I didn’t want to suck on it, and I wanted to tell him so.

But I had no room to speak, no way to tell him.

The cock pressed down on my tongue, and I gagged in panic, my stomach heaving as I tried to control myself.

“Suck on it,” he ordered again, and I didn’t want to, but there was no other way to stop the gagging.

Desperately, I latched my lips onto his cock and tried to suck.

My lips burned as he pushed further. They were stretched wide and there was still more of his cock to go!

“Good girl,” he said. “Most of it is in now.”

Most of it? I tried to scream, but it only came out as a garbled gurgle.

I couldn’t tell if he was all the way in or not, but I felt something descending down my throat, closing my airway and making tears spring to my eyes.

Then I almost jumped out of my skin when two heavy weights hit me in the throat with a sickening slap .

He pulled out, just enough for me to gasp a ragged breath, then he was back in again, his balls slamming into my throat and jolting my head, that cock stuffed so far down my throat as my lips screamed in protest.

In and out while I lost pressure so hard my ears closed up.

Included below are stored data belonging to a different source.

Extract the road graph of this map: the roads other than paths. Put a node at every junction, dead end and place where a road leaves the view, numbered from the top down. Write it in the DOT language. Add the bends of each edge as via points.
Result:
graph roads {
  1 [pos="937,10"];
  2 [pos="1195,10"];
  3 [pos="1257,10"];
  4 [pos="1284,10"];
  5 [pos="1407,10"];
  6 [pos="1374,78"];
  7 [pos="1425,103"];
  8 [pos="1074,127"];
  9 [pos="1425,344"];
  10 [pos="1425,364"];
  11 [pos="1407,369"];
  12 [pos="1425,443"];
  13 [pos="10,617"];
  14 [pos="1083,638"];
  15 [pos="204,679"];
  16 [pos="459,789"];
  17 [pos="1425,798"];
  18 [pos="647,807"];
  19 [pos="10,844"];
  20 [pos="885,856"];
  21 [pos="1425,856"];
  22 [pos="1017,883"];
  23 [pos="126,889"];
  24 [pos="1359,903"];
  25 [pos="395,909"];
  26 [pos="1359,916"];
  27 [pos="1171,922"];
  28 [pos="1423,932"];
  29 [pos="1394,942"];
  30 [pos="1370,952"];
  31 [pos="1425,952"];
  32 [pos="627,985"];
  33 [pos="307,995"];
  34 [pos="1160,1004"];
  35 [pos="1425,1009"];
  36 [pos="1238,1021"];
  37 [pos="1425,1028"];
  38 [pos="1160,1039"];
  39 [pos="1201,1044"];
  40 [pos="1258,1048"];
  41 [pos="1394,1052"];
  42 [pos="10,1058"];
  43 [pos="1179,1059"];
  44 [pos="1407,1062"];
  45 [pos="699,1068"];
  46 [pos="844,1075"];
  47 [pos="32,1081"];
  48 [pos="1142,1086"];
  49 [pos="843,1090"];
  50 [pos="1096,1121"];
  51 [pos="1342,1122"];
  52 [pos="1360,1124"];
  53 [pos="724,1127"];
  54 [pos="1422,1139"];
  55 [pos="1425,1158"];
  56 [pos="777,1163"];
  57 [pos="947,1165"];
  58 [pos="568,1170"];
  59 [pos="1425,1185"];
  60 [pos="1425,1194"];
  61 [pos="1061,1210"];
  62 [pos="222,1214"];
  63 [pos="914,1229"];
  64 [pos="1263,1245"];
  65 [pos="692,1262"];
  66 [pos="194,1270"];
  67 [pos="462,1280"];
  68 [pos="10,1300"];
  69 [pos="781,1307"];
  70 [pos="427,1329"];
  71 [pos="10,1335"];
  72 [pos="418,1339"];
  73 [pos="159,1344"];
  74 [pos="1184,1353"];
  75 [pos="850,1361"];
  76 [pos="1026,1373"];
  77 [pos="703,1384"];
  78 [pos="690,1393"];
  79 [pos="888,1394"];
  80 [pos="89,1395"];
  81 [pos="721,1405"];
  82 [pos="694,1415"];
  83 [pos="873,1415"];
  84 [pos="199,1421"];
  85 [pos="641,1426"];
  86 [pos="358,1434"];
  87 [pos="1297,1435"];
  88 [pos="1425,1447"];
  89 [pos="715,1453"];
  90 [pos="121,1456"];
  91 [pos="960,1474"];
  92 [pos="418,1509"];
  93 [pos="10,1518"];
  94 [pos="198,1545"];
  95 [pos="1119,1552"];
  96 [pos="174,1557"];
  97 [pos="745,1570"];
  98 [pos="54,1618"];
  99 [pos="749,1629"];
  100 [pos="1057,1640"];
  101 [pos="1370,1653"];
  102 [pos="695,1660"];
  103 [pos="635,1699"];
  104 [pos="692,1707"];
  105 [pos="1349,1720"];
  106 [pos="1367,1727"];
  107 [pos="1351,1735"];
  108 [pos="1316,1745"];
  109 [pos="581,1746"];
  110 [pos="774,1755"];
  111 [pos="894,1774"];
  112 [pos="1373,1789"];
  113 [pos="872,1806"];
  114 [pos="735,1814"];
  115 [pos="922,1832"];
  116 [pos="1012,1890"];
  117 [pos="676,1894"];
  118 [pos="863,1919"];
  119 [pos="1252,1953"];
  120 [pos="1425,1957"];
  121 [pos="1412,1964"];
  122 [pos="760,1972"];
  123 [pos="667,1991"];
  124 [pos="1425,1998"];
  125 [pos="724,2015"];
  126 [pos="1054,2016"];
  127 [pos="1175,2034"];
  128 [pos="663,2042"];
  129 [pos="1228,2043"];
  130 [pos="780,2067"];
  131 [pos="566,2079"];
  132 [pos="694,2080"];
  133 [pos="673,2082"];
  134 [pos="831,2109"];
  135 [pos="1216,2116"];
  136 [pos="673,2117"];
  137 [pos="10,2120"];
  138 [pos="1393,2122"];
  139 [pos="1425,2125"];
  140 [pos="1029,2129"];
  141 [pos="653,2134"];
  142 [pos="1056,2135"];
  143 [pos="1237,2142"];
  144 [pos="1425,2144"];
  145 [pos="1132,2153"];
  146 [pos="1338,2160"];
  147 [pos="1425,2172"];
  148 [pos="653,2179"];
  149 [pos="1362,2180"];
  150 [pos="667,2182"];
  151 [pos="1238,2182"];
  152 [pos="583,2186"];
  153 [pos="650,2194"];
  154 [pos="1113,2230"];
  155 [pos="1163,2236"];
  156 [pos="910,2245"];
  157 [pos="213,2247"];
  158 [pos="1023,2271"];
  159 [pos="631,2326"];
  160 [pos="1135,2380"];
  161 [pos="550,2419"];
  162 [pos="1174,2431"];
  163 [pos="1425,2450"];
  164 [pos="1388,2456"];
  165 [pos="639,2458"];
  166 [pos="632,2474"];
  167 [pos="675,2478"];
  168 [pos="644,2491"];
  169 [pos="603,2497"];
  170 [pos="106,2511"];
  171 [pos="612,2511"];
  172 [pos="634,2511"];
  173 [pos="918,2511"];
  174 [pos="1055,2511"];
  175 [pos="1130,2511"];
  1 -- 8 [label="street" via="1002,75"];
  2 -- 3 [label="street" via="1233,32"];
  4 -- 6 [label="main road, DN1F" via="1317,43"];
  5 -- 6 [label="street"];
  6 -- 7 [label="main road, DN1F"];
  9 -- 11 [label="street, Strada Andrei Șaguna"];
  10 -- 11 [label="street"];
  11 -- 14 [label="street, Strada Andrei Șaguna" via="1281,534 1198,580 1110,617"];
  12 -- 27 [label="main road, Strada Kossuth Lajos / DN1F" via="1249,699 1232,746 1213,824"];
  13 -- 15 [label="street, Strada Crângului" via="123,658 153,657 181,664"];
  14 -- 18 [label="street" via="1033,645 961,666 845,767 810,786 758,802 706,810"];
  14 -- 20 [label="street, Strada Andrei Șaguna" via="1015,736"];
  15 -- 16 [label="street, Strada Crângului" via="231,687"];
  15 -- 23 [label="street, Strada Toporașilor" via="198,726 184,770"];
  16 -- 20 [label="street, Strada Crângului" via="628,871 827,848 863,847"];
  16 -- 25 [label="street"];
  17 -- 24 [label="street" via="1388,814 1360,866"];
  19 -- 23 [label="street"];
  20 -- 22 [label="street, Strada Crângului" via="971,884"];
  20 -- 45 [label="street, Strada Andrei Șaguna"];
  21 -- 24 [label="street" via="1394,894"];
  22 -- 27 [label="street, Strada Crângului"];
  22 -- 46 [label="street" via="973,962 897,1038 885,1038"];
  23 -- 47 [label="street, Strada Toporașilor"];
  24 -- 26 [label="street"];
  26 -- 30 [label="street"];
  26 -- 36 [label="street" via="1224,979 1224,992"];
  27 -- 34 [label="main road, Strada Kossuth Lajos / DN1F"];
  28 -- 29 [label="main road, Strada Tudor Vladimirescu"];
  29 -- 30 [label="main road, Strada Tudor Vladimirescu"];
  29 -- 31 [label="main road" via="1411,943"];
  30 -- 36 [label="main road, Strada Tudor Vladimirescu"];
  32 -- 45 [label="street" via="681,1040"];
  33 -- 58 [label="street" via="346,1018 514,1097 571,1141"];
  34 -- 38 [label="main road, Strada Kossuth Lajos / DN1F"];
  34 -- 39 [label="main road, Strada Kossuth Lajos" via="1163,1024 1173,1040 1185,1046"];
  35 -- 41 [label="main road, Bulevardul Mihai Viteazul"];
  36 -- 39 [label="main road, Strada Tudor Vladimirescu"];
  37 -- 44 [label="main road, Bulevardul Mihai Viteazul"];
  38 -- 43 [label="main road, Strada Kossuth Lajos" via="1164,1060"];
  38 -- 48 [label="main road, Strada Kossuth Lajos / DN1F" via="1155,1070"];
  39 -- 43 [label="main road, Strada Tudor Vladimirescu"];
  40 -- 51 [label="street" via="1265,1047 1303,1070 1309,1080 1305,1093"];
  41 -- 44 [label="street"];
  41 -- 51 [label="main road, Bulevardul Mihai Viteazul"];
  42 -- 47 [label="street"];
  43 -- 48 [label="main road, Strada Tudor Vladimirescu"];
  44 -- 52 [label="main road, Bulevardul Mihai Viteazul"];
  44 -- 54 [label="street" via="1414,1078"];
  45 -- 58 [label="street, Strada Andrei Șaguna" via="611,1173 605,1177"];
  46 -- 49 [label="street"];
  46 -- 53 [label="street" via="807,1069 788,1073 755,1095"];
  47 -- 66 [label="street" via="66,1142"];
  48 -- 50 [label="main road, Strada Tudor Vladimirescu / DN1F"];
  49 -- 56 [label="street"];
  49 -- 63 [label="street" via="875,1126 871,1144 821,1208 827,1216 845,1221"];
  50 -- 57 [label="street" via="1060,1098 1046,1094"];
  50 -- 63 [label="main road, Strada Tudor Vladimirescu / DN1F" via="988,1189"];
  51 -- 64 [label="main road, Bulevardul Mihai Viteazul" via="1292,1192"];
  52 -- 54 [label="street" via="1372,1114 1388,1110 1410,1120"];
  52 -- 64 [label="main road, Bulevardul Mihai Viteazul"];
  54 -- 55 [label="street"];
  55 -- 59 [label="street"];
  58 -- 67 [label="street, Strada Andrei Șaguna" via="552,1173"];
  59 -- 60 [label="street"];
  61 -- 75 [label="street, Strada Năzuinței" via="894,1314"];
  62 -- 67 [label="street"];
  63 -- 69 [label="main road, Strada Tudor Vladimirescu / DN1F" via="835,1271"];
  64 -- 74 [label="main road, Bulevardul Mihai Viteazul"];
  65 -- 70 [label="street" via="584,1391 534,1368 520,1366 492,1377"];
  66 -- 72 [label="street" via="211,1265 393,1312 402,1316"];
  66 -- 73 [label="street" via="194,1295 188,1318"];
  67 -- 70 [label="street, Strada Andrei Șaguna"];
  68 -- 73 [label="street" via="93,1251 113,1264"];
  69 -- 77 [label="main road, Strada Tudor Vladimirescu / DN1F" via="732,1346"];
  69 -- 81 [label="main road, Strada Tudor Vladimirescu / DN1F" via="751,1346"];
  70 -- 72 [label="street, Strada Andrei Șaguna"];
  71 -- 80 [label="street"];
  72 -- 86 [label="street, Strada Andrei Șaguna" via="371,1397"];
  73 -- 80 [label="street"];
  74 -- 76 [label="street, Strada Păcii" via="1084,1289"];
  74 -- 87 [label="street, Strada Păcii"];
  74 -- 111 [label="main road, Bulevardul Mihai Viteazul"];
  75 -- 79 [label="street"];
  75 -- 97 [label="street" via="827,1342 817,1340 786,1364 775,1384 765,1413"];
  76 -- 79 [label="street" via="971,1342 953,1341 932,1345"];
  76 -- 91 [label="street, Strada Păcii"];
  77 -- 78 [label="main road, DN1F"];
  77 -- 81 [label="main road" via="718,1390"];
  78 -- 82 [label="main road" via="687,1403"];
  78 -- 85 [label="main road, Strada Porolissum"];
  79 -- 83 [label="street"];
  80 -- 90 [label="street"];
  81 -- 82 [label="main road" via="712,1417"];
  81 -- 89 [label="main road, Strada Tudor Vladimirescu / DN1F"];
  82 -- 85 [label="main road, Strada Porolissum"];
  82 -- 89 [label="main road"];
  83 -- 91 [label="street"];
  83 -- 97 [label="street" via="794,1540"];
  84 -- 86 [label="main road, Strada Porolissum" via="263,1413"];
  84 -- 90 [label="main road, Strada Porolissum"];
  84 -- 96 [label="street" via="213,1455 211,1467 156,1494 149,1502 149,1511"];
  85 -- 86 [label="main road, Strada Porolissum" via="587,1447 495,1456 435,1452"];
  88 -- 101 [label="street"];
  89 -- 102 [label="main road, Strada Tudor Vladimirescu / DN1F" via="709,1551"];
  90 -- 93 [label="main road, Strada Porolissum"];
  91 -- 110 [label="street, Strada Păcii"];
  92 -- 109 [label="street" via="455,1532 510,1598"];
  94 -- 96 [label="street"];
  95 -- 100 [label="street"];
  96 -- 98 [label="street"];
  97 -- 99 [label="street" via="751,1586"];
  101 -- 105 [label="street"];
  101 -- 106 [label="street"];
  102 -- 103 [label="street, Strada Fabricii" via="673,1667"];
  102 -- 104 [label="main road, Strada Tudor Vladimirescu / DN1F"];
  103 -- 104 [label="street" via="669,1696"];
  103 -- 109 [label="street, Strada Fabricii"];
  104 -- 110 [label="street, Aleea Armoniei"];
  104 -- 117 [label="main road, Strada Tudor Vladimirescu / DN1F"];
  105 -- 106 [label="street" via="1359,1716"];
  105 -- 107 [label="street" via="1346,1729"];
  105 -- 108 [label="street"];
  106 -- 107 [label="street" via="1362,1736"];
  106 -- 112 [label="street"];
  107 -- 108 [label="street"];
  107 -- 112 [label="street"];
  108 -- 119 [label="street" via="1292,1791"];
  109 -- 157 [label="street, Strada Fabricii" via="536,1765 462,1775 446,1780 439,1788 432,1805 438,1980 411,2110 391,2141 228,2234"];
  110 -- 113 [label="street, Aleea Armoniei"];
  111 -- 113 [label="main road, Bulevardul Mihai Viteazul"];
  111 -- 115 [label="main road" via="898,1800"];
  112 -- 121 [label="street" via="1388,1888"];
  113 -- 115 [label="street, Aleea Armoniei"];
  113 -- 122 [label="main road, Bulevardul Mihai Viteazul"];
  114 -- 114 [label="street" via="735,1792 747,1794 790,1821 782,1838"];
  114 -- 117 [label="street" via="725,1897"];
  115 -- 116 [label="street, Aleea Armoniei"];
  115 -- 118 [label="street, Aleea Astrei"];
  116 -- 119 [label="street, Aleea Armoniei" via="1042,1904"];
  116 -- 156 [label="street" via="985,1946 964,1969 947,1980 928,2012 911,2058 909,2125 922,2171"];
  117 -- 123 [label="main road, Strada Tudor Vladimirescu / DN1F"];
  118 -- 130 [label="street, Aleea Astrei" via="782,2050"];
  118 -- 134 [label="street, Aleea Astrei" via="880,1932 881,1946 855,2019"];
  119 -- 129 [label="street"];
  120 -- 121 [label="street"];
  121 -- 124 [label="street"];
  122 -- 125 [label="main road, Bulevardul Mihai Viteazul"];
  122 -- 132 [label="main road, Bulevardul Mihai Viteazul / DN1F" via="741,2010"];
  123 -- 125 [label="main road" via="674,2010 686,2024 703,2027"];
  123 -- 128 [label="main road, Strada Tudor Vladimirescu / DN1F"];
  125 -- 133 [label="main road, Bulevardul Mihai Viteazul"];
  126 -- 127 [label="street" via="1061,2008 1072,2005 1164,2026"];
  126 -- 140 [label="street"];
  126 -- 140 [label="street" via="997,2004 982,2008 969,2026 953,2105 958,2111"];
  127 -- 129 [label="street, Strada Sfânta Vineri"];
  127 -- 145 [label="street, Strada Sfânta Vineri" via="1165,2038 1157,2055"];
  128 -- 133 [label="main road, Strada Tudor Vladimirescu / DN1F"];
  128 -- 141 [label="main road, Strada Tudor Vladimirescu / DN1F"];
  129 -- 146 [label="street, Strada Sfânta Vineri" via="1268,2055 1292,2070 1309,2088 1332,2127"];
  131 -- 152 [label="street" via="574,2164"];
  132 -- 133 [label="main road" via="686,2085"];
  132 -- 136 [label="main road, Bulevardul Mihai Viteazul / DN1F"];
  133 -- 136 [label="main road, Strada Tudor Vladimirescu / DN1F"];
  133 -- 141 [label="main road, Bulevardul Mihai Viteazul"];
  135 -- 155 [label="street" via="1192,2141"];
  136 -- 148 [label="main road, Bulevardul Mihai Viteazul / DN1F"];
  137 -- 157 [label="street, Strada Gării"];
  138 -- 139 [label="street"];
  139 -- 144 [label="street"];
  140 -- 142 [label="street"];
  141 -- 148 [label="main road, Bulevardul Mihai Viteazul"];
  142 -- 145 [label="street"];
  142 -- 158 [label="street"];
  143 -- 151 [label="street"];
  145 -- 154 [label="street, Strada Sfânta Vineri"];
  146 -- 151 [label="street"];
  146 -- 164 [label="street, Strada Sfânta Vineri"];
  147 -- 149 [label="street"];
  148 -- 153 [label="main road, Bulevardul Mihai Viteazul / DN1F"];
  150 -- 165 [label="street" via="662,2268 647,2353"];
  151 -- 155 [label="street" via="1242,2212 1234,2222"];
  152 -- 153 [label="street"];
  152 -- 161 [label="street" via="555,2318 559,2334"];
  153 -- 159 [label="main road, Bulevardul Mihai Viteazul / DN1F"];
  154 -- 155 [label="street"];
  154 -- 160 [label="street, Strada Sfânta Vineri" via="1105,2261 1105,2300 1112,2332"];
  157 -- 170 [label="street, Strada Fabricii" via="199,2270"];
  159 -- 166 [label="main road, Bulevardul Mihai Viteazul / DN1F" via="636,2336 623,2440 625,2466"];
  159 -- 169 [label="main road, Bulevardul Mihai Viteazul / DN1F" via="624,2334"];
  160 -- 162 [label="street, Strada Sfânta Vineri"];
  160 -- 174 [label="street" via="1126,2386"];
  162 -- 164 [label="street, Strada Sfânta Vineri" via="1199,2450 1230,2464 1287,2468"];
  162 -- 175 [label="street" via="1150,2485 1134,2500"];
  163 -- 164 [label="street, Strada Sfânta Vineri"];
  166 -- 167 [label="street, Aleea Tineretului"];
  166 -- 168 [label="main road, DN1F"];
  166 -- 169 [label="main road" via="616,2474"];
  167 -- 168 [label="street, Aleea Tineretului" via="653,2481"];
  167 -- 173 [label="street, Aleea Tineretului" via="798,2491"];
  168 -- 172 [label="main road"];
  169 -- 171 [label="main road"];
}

“Look at me,” he said into the fog.

And then, suddenly something exploded in my throat, pouring boiling heat down into my belly, and I windmilled my hands in a panic, gagging, but there was simply no place for the cum to go except down my throat.

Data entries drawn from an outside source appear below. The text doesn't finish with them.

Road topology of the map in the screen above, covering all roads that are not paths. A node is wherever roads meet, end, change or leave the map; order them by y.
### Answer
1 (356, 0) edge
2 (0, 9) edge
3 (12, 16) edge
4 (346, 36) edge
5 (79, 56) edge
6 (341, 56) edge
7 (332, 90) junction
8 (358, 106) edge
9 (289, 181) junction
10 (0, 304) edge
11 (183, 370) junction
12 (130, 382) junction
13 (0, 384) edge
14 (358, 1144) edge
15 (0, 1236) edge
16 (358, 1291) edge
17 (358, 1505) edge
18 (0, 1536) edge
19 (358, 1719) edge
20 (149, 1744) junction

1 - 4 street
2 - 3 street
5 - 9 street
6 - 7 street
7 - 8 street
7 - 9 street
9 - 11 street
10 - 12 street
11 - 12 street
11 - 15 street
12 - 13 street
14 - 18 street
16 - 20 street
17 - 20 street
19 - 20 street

So down it went, me gulping each dirty depraved cup of his cum until it was all gone.

My jaw ached now, the tears drying into streaks on my cheeks.

My mouth tasted like salt and sweet.

But even still he didn’t let me go.

“You will keep my cock in your mouth until you are calm enough to be reasonable,” he said sternly.

Almost screaming in rage, the tears poured down my face, but he knelt above me on the bed, now beginning to stroke my hair.

“I’m a kind man,” he said, his eyes gleaming wickedly at me. “If you’re a good girl, I’ll give you a week to. . .adjust. Now shh and suck this cock.”

Begrudgingly, I sucked again, sucked till I was stuffed full of cum, till I could have sworn it was coming back up my throat, and I was quiet, my lips tightening weakly over his wet cock.

Only then did he release me.

“I’ll get you some soup.”

My eyes were bleary

“What do you even know about soup?”

He turned sideways, the heavy bulk of his body framed in the doorway, as I noticed the strength of each finger gripping the wood.

“Because I know things about you, sister. Ever since the first day I met you, I’ve learned something new. I know things about you that you don’t even know. I know the way your toes taste at night. And I want to know more. Everything about you.”

Then he left me to my silent screams.